Nella mia immaginazione Padre Cruz e Sãozinha erano sposati ancor più perché, in una rivista a cui la mia famiglia era abbonata, chiamato Almanacco di Sãozinha, si narravano in comunione dei beni i miracoli di entrambi, che consistevano generalmente nella cura di paralitici e ventesimi premiati, miracoli incredibilmente accompagnati da aromi dolcissimi di incenso.
Tanta povertà, tanta Sãozinha e tanto odore mi irritavano. E credo che fu all’epoca che cominciai a guardare con affetto crescente un stampa polverosa buttata in soffitta che mostrava una giubilante folla di poveri attorno alla ghigliottina dove tagliavano la testa ai re.


 

La solitudine delle donne divorziate
 
I fine settimana quando non esco con mia cugina Bé rimango a casa a guardare la televisione. Guardare la televisione vuol dire innaffiare le piante in veranda, leggere l’oroscopo nei giornali, disfare il lavoro a maglia della domenica precedente, cambiare canale ogni venti secondi e pensare di uccidermi. Il problema è che appena mi alzo per prendere il lexotan tutto in una volta mia madre telefona da Alcobaça per sapere come sto, sento le sue urla nella segreteria telefonica (mia madre che ha una paura dannata delle telefonate ha sempre urlato)
E siccome non è possibile che una persona si suicidi e conversi con la madre allo stesso tempo, desisto dalle pastiglie e le assicuro che sto benissimo, non ho la febbre, fumo al massimo tre sigarette al giorno, mangio bene, non sono dimagrita
(«sicura di non essere dimagrita?»)
La settimana prossima vado senza dubbio a trovarla ad Alcobaça e un giorno di questi, parola mia, incontro un ragazzo come si deve
(«non posso credere che non ci sia un ragazzo come si deve a lavoro, figlia mia»)
e mi sposo di nuovo, riaggancio il telefono con una tale stanchezza e un tale mal di testa che l’unica cosa di cui ho voglia è un’aspirina e silenzio, non ho più voglia di suicidarmi visto che una persona non riesce a uccidersi se è sofferente.

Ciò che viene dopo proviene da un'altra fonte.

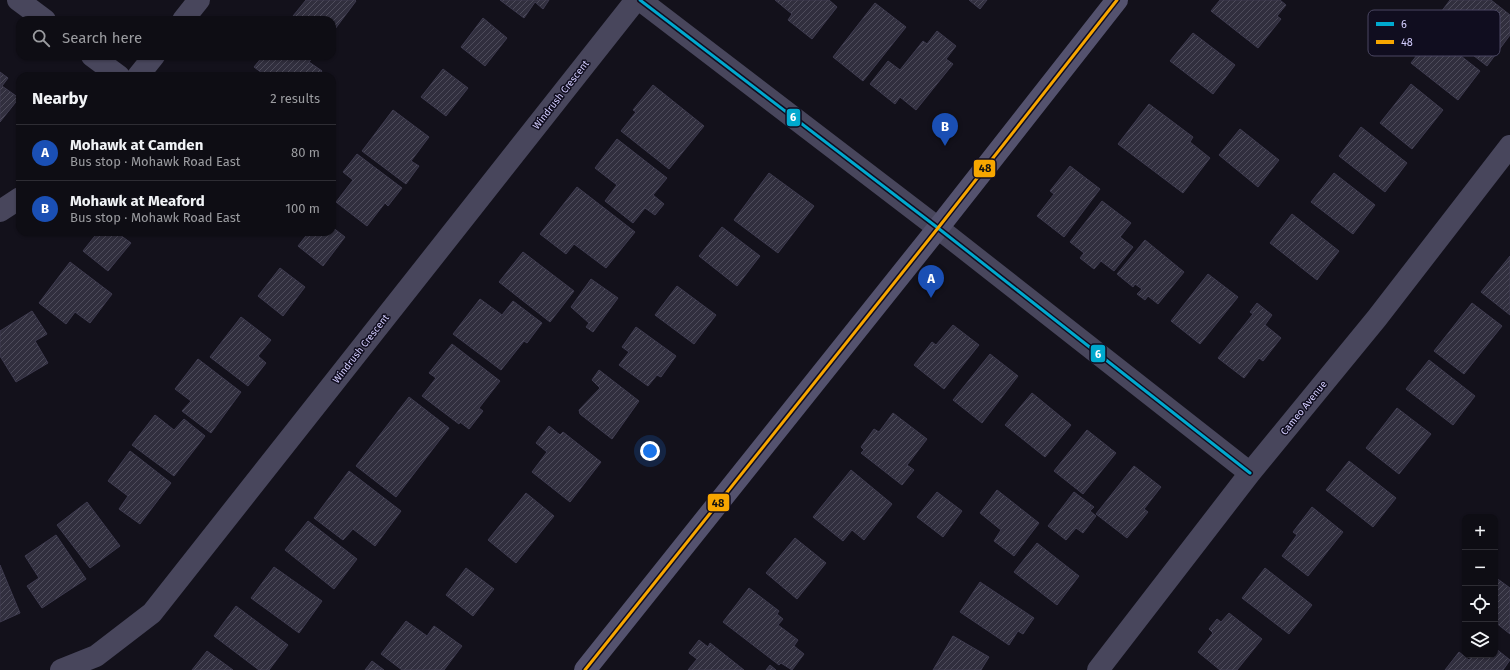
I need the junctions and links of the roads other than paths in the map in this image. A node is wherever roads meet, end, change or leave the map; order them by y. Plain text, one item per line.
1 (18, 0) edge
2 (199, 0) edge
3 (636, 0) edge
4 (640, 0) edge
5 (1117, 0) edge
6 (40, 16) edge
7 (186, 16) edge
8 (97, 60) edge
9 (151, 60) edge
10 (114, 72) edge
11 (141, 72) edge
12 (1510, 146) edge
13 (16, 201) edge
14 (0, 211) edge
15 (938, 228) junction
16 (1250, 474) junction
17 (61, 670) edge
18 (584, 670) edge
19 (1098, 670) edge

1 - 6 street
2 - 7 street
3 - 17 street, Windrush Crescent
4 - 15 street
5 - 15 main road
8 - 10 street
9 - 11 street
12 - 16 street, Cameo Avenue
13 - 14 street
15 - 16 street
15 - 18 main road
16 - 19 street, Cameo Avenue

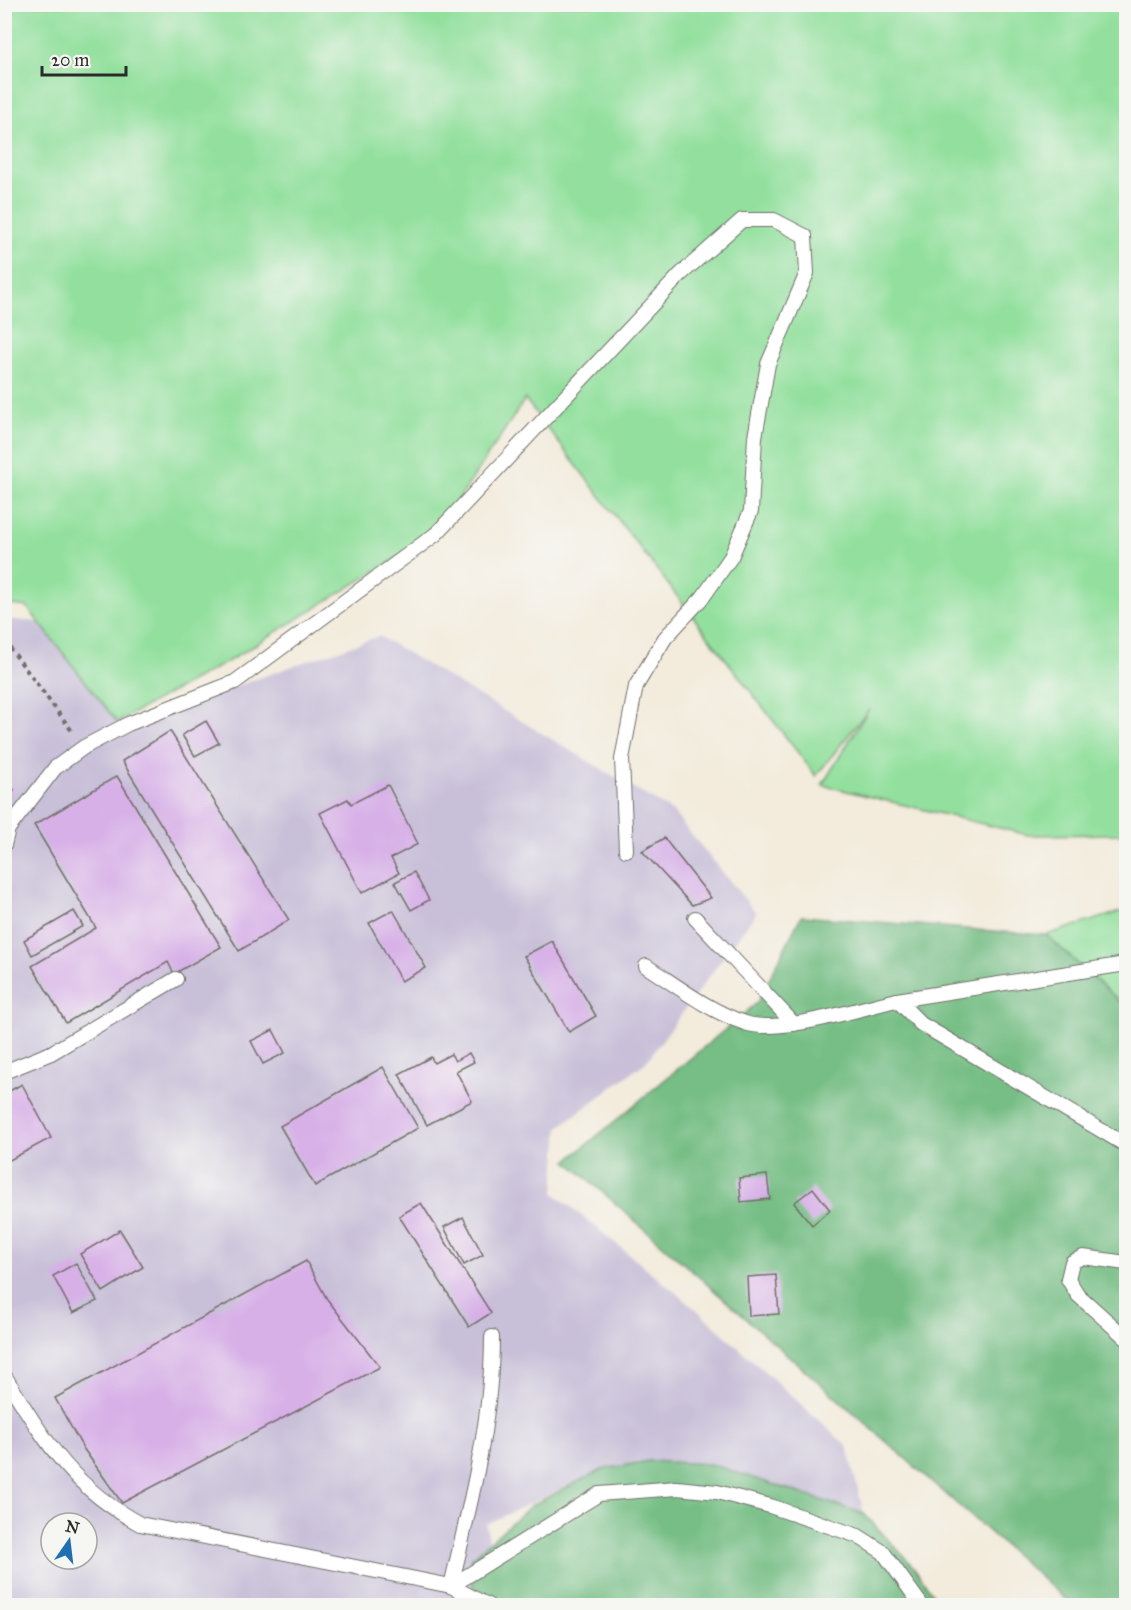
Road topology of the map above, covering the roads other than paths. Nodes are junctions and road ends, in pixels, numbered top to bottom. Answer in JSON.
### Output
{"nodes":[{"id":1,"x":4,"y":845,"type":"edge"},
{"id":2,"x":626,"y":850,"type":"dead end"},
{"id":3,"x":695,"y":918,"type":"dead end"},
{"id":4,"x":1126,"y":964,"type":"edge"},
{"id":5,"x":646,"y":966,"type":"dead end"},
{"id":6,"x":176,"y":979,"type":"dead end"},
{"id":7,"x":897,"y":1000,"type":"junction"},
{"id":8,"x":794,"y":1024,"type":"junction"},
{"id":9,"x":4,"y":1072,"type":"edge"},
{"id":10,"x":1126,"y":1145,"type":"edge"},
{"id":11,"x":1126,"y":1263,"type":"edge"},
{"id":12,"x":492,"y":1337,"type":"dead end"},
{"id":13,"x":1126,"y":1338,"type":"edge"},
{"id":14,"x":4,"y":1375,"type":"edge"},
{"id":15,"x":452,"y":1586,"type":"junction"},
{"id":16,"x":489,"y":1605,"type":"edge"},
{"id":17,"x":922,"y":1605,"type":"edge"}],
"edges":[{"from":1,"to":2,"type":"lane"},
{"from":3,"to":8,"type":"lane"},
{"from":4,"to":7,"type":"lane"},
{"from":5,"to":8,"type":"lane"},
{"from":6,"to":9,"type":"lane"},
{"from":7,"to":8,"type":"lane"},
{"from":7,"to":10,"type":"lane"},
{"from":11,"to":13,"type":"lane"},
{"from":12,"to":15,"type":"lane"},
{"from":14,"to":15,"type":"lane"},
{"from":15,"to":16,"type":"lane"},
{"from":15,"to":17,"type":"lane"}]}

I fine settimana in cui esco con mia cugina Bé andiamo alla Loja das Meias e da Escada a sognare blazer di cachemire
(«forse con la tredicesima ci arrivo») e cappotti lunghi, ci annoiamo come attricette di quei film che piacciono ai giornali, ci incontriamo in un bar con le sue compagne di scuola che hanno scoperto la settimana scorsa un ristorante italiano economicissimo ad Alcântara e mi è già successo di svegliarmi di domenica mattina in un appartamento di Campo de Ourique o di Beato a fianco a professori di matematica con yogurt scaduti nel congelatore, una ciabatta dimenticata nel bidet e un portacenere di pezzi di carta a strabordare di cicche sul pavimento, insieme a una tazzina di caffè rotta.
Incapace di lavarmi in una doccia in cui mancano la saponetta e l’acqua oltre a essere occupata da un mucchio di giornali vecchi, batto in ritirata a Lumiar senza accomiatarmi dal barbuto che russa con il mento sul cuscino
(«non posso credere che Bé non conosca un ragazzo come si deve non posso credere che Bé non conosca un ragazzo come si deve»)

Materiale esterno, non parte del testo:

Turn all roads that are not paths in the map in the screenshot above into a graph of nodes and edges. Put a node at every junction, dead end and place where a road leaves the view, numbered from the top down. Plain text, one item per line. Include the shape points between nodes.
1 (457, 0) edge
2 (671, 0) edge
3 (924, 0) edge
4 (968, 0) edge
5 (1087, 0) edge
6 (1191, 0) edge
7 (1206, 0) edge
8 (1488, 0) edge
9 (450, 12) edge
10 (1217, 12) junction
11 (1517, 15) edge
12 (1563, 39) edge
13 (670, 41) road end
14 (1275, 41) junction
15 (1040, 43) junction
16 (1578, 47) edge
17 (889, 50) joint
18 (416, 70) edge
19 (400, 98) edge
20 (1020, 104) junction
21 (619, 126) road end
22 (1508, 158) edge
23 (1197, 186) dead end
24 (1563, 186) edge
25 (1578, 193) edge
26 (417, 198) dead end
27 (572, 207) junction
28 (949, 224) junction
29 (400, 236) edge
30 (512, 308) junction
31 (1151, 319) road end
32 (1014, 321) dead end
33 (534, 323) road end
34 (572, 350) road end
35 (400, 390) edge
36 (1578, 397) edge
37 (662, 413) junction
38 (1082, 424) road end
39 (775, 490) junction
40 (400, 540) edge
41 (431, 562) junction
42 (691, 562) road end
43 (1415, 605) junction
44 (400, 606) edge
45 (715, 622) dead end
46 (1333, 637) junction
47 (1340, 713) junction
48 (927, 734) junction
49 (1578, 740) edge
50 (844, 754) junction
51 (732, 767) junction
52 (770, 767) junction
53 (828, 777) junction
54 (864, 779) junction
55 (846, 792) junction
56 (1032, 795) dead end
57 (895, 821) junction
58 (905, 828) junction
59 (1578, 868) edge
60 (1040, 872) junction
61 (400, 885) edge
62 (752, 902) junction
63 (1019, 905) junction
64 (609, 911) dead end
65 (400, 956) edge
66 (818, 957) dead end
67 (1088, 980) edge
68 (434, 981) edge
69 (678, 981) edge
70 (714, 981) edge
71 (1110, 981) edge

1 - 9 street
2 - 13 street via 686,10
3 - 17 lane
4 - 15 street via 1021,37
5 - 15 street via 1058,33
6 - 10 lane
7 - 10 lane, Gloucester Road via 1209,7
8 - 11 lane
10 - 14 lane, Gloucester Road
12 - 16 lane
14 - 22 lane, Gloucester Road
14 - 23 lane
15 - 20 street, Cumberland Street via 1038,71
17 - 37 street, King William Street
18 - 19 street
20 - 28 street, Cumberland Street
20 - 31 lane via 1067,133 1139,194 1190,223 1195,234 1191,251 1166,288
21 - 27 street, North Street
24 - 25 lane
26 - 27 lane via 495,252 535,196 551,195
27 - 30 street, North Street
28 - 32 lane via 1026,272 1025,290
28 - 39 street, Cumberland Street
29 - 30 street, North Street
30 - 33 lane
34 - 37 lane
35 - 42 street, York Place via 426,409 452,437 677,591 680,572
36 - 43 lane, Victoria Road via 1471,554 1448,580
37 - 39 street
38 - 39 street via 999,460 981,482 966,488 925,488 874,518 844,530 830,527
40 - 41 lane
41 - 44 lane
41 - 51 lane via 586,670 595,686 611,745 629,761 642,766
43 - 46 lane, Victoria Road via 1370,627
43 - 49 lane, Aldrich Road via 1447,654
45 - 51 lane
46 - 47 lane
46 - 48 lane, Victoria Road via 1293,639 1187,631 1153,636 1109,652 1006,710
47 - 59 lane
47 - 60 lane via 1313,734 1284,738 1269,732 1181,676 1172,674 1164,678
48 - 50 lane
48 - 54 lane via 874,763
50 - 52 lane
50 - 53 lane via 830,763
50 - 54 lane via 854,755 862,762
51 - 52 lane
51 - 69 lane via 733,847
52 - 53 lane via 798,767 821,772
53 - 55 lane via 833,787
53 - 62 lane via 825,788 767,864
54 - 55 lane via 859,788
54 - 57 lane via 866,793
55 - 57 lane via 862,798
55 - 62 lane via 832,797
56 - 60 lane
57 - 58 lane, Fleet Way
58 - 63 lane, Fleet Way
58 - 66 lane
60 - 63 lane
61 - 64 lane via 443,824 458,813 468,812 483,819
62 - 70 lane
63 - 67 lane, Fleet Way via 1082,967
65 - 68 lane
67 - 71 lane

e con una spalla fuori dal pigiama scucito e mi addormento finché le urla di Alcobaça non mi svegliano, con il batticuore, per inquisire dalla segreteria telefonica se non ho abusato del fritto.

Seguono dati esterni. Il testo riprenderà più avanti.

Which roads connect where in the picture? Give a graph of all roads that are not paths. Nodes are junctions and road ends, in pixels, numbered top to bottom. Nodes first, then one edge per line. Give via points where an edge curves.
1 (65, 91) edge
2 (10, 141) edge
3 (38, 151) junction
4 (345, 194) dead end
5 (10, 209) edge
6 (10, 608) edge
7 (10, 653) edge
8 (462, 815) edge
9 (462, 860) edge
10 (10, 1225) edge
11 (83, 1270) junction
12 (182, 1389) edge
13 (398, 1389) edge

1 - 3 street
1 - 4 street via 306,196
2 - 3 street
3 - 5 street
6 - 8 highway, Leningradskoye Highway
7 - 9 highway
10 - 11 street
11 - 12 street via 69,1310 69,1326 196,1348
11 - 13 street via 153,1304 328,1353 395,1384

Non abuso del fritto, non abuso del tabacco, non abuso dell’alcol, non abuso del sesso, non abuso di niente mamma: sento crescere il pelo della moquette, cambio ogni venti secondi il canale della televisione e leggo il mio oroscopo sulla penultima pagina delle riviste femminili in seguito all’inserto di moda e a un articolo che spiega come una giarrettiera e delle scarpe rosse potrebbero cambiare la mia vita affettiva. Con una giarrettiera gli yogurt scaduti sparirebbero dal congelatore? Con le scarpe rosse troverei docce senza giornali? Il mio oroscopo di questa settimana, diviso come sempre in tre parti, Salute (attenzione al fegato!), Denaro (attenzione alle spese eccessive) e Amore, prevede per mercoledì, per quanto riguarda la passione, un incontro inaspettato che altererà per sempre la mia esistenza. Mercoledì era ieri e l’incontro inaspettato che ho avuto consisteva nell’imbattermi sulla metropolitana nel mio ex-marito: si è fatto crescere i baffi, era accompagnato da una mulatta con la metà dei suoi anni e nemmeno mi ha visto. Mi avrà visto qualche volta?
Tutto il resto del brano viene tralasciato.